What is required:
Only a number is expected here: the count of lines in this data where "Dover" occurs.

Collection entries:
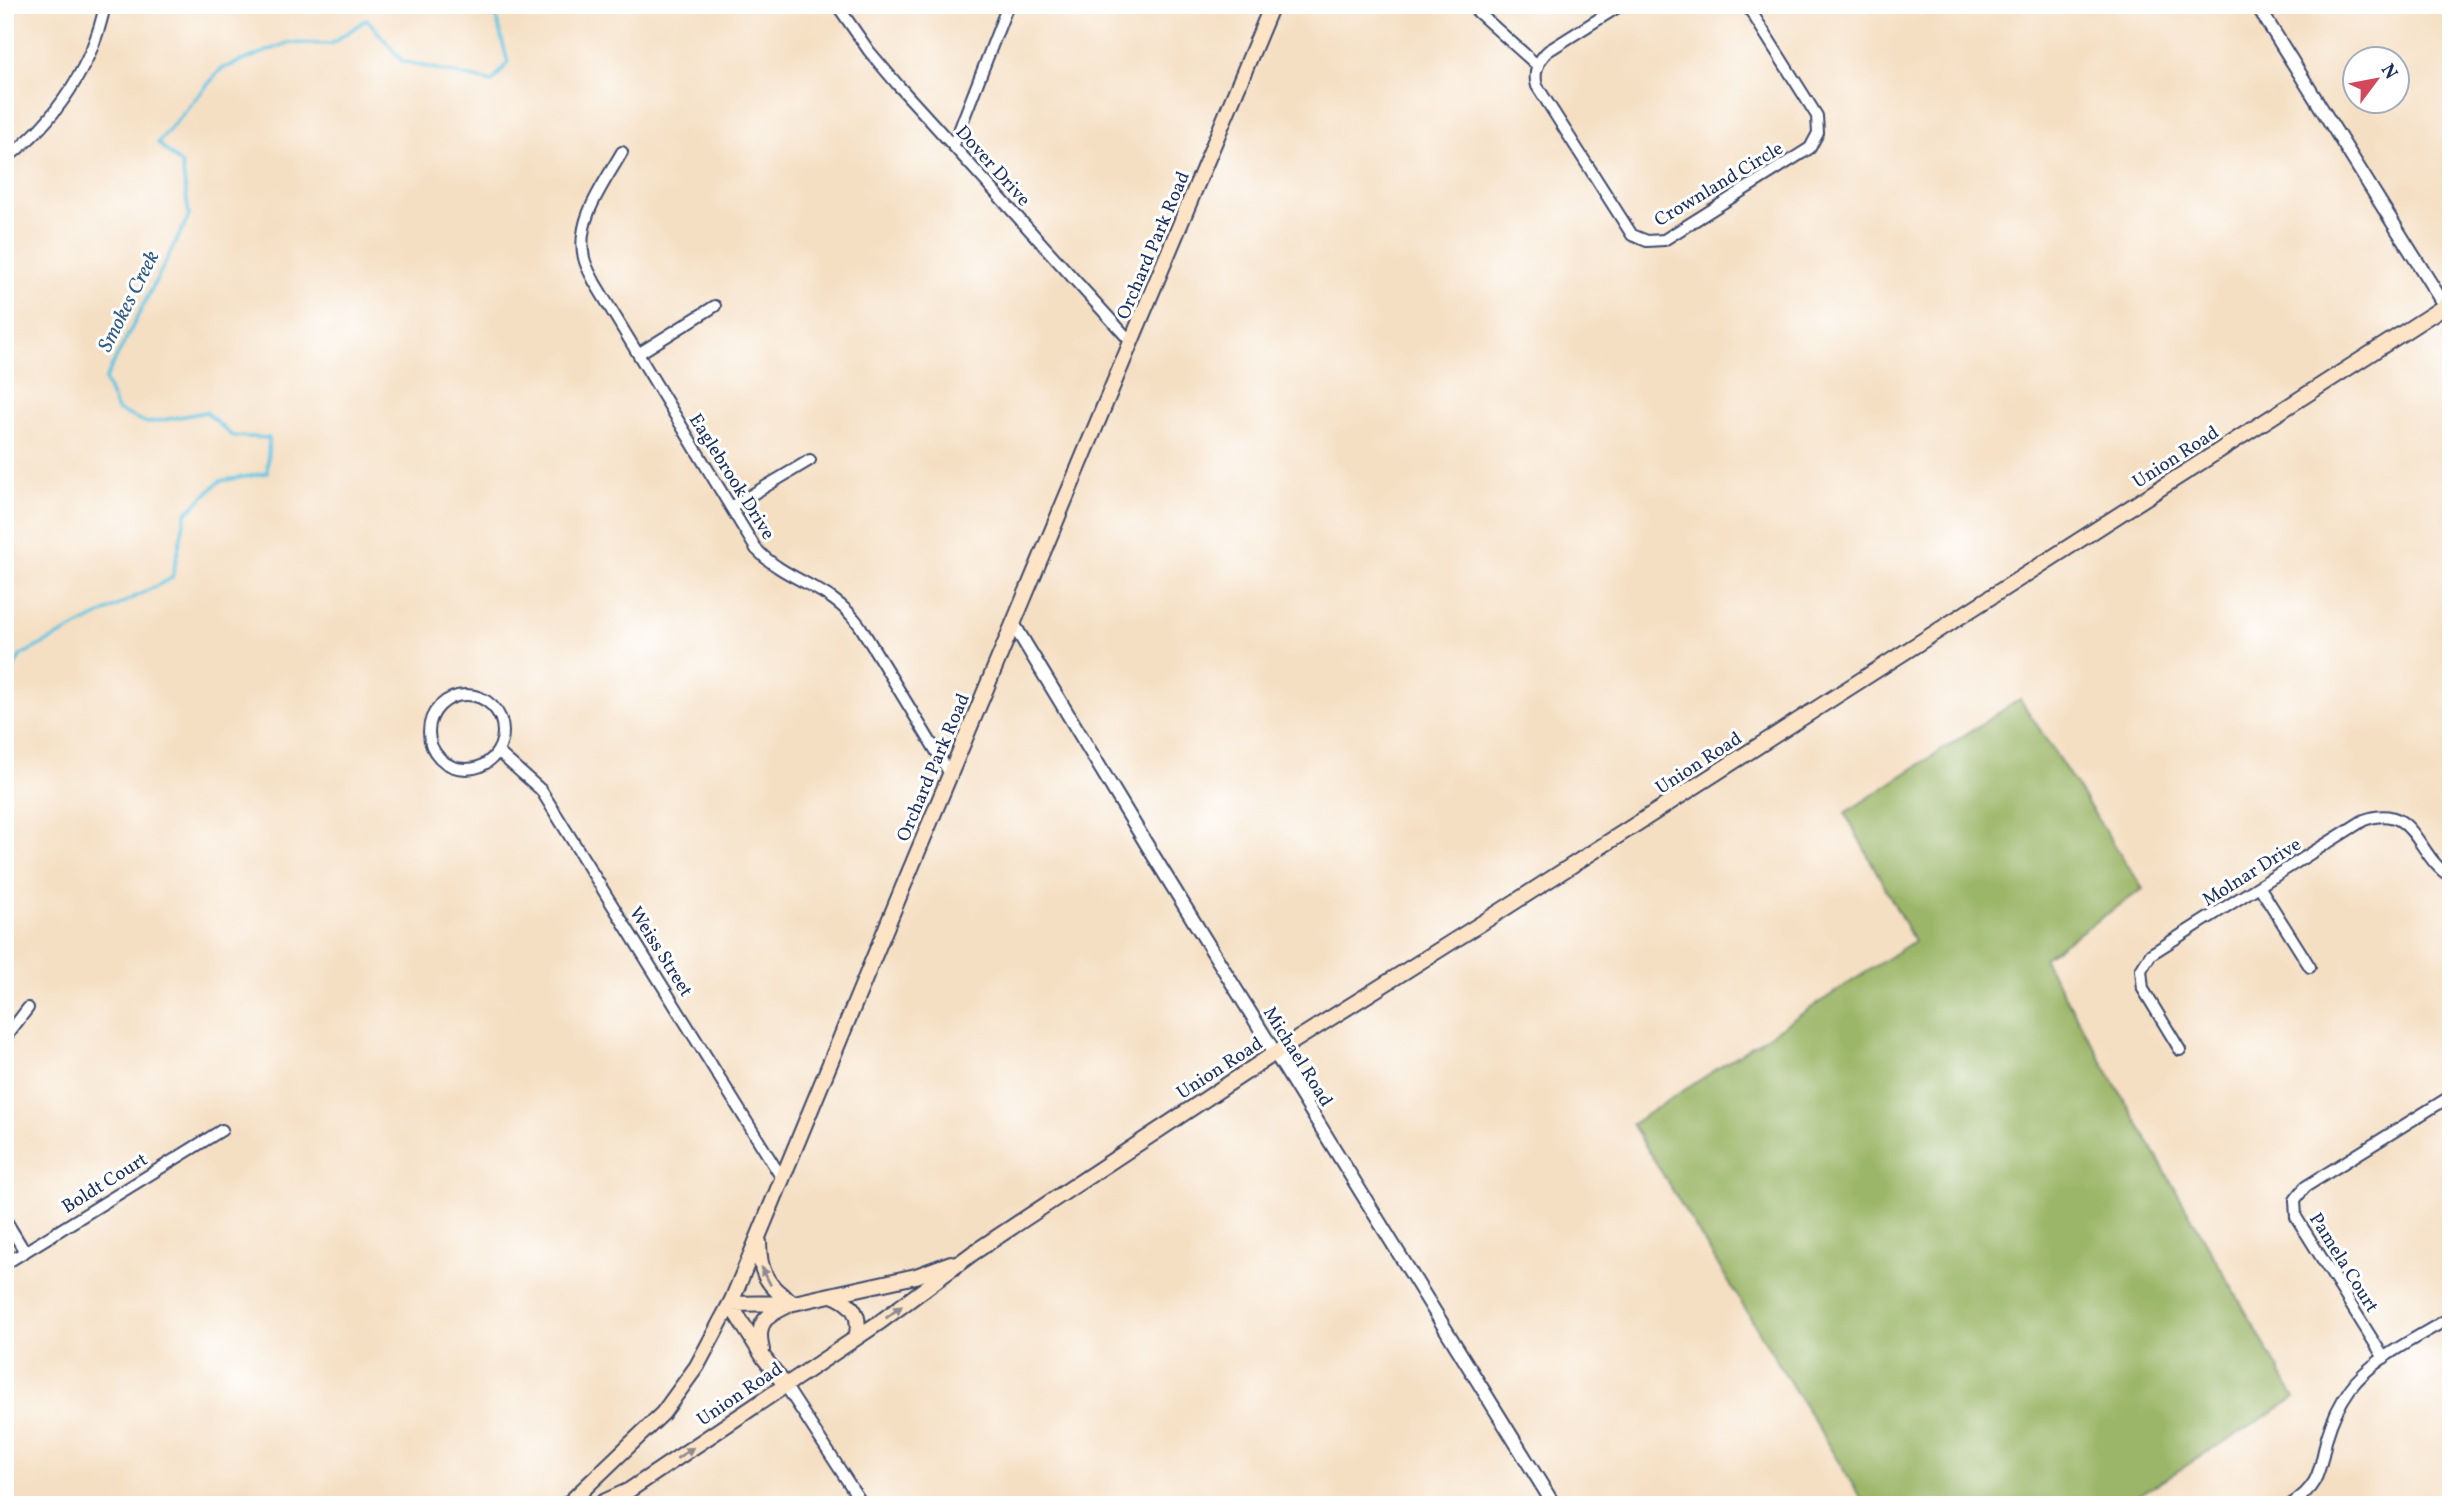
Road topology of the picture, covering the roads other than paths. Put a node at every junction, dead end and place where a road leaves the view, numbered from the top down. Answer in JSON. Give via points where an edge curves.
{"nodes":[{"id":1,"x":105,"y":5,"type":"edge"},
{"id":2,"x":837,"y":5,"type":"edge"},
{"id":3,"x":1008,"y":5,"type":"edge"},
{"id":4,"x":1272,"y":5,"type":"edge"},
{"id":5,"x":1471,"y":5,"type":"edge"},
{"id":6,"x":1621,"y":5,"type":"edge"},
{"id":7,"x":1747,"y":5,"type":"edge"},
{"id":8,"x":2257,"y":5,"type":"edge"},
{"id":9,"x":1538,"y":66,"type":"junction"},
{"id":10,"x":953,"y":146,"type":"junction"},
{"id":11,"x":622,"y":152,"type":"dead end"},
{"id":12,"x":5,"y":159,"type":"edge"},
{"id":13,"x":715,"y":306,"type":"dead end"},
{"id":14,"x":2449,"y":308,"type":"edge"},
{"id":15,"x":1132,"y":343,"type":"junction"},
{"id":16,"x":638,"y":354,"type":"junction"},
{"id":17,"x":810,"y":460,"type":"dead end"},
{"id":18,"x":731,"y":507,"type":"junction"},
{"id":19,"x":1014,"y":625,"type":"junction"},
{"id":20,"x":498,"y":752,"type":"junction"},
{"id":21,"x":950,"y":774,"type":"junction"},
{"id":22,"x":2451,"y":877,"type":"edge"},
{"id":23,"x":2259,"y":886,"type":"junction"},
{"id":24,"x":2310,"y":967,"type":"dead end"},
{"id":25,"x":29,"y":1008,"type":"dead end"},
{"id":26,"x":5,"y":1038,"type":"edge"},
{"id":27,"x":2180,"y":1050,"type":"dead end"},
{"id":28,"x":1275,"y":1054,"type":"junction"},
{"id":29,"x":2451,"y":1096,"type":"edge"},
{"id":30,"x":222,"y":1130,"type":"dead end"},
{"id":31,"x":783,"y":1180,"type":"junction"},
{"id":32,"x":5,"y":1219,"type":"edge"},
{"id":33,"x":759,"y":1237,"type":"junction"},
{"id":34,"x":25,"y":1252,"type":"junction"},
{"id":35,"x":967,"y":1257,"type":"junction"},
{"id":36,"x":5,"y":1264,"type":"edge"},
{"id":37,"x":832,"y":1295,"type":"junction"},
{"id":38,"x":793,"y":1303,"type":"junction"},
{"id":39,"x":730,"y":1304,"type":"junction"},
{"id":40,"x":2451,"y":1317,"type":"edge"},
{"id":41,"x":856,"y":1338,"type":"junction"},
{"id":42,"x":764,"y":1358,"type":"junction"},
{"id":43,"x":2384,"y":1358,"type":"junction"},
{"id":44,"x":785,"y":1385,"type":"junction"},
{"id":45,"x":567,"y":1505,"type":"edge"},
{"id":46,"x":597,"y":1505,"type":"edge"},
{"id":47,"x":863,"y":1505,"type":"edge"},
{"id":48,"x":1554,"y":1505,"type":"edge"},
{"id":49,"x":2290,"y":1505,"type":"edge"}],
"edges":[{"from":1,"to":12,"type":"street","via":[[81,73],[49,118]]},
{"from":2,"to":10,"type":"street","name":"Dover Drive","via":[[869,51]]},
{"from":3,"to":10,"type":"street"},
{"from":4,"to":15,"type":"main road","name":"Orchard Park Road"},
{"from":5,"to":9,"type":"street"},
{"from":6,"to":9,"type":"street","via":[[1548,51]]},
{"from":7,"to":9,"type":"street","name":"Crownland Circle","via":[[1817,116],[1818,133],[1810,148],[1664,240],[1647,241],[1632,235],[1537,86]]},
{"from":8,"to":14,"type":"street"},
{"from":10,"to":15,"type":"street","name":"Dover Drive"},
{"from":11,"to":16,"type":"street","name":"Eaglebrook Drive","via":[[587,216],[582,243],[595,283]]},
{"from":13,"to":16,"type":"street"},
{"from":14,"to":28,"type":"main road","name":"Union Road"},
{"from":15,"to":19,"type":"main road","name":"Orchard Park Road"},
{"from":16,"to":18,"type":"street","name":"Eaglebrook Drive"},
{"from":17,"to":18,"type":"street"},
{"from":18,"to":21,"type":"street","name":"Eaglebrook Drive","via":[[765,558],[832,597],[855,620]]},
{"from":19,"to":21,"type":"main road","name":"Orchard Park Road"},
{"from":19,"to":28,"type":"street","name":"Michael Road"},
{"from":20,"to":20,"type":"street","via":[[503,724],[487,700],[459,695],[435,711],[430,740],[446,763],[474,768],[488,763]]},
{"from":20,"to":31,"type":"street","name":"Weiss Street","via":[[541,790]]},
{"from":21,"to":31,"type":"main road","name":"Orchard Park Road"},
{"from":22,"to":23,"type":"street","name":"Molnar Drive","via":[[2433,862],[2411,829],[2385,816],[2364,820]]},
{"from":23,"to":24,"type":"street"},
{"from":23,"to":27,"type":"street","name":"Molnar Drive","via":[[2145,961],[2140,979],[2143,989]]},
{"from":25,"to":26,"type":"street"},
{"from":28,"to":35,"type":"main road","name":"Union Road"},
{"from":28,"to":48,"type":"street","name":"Michael Road"},
{"from":29,"to":43,"type":"street","name":"Pamela Court","via":[[2305,1187],[2295,1200],[2296,1217]]},
{"from":30,"to":34,"type":"street","name":"Boldt Court"},
{"from":31,"to":33,"type":"main road","name":"Orchard Park Road"},
{"from":32,"to":34,"type":"street"},
{"from":38,"to":33,"type":"main road","one_way":true,"via":[[778,1294],[766,1278],[759,1260]]},
{"from":33,"to":39,"type":"main road","name":"Orchard Park Road"},
{"from":34,"to":36,"type":"street","name":"Boldt Court"},
{"from":35,"to":37,"type":"main road","name":"Union Road","via":[[916,1276]]},
{"from":41,"to":35,"type":"main road","name":"Union Road","one_way":true},
{"from":37,"to":38,"type":"main road","name":"Union Road"},
{"from":37,"to":41,"type":"main road","via":[[844,1300],[855,1314],[859,1325]]},
{"from":38,"to":39,"type":"main road","name":"Union Road"},
{"from":38,"to":42,"type":"main road","via":[[766,1318],[761,1326]]},
{"from":39,"to":42,"type":"main road"},
{"from":39,"to":45,"type":"main road","name":"Orchard Park Road","via":[[696,1366],[663,1413]]},
{"from":40,"to":43,"type":"street"},
{"from":41,"to":44,"type":"main road","name":"Union Road"},
{"from":42,"to":44,"type":"main road"},
{"from":43,"to":49,"type":"street","via":[[2365,1372],[2341,1403],[2316,1479]]},
{"from":46,"to":44,"type":"main road","name":"Union Road","one_way":true,"via":[[628,1491]]},
{"from":44,"to":47,"type":"street"}]}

Exercise solution:
2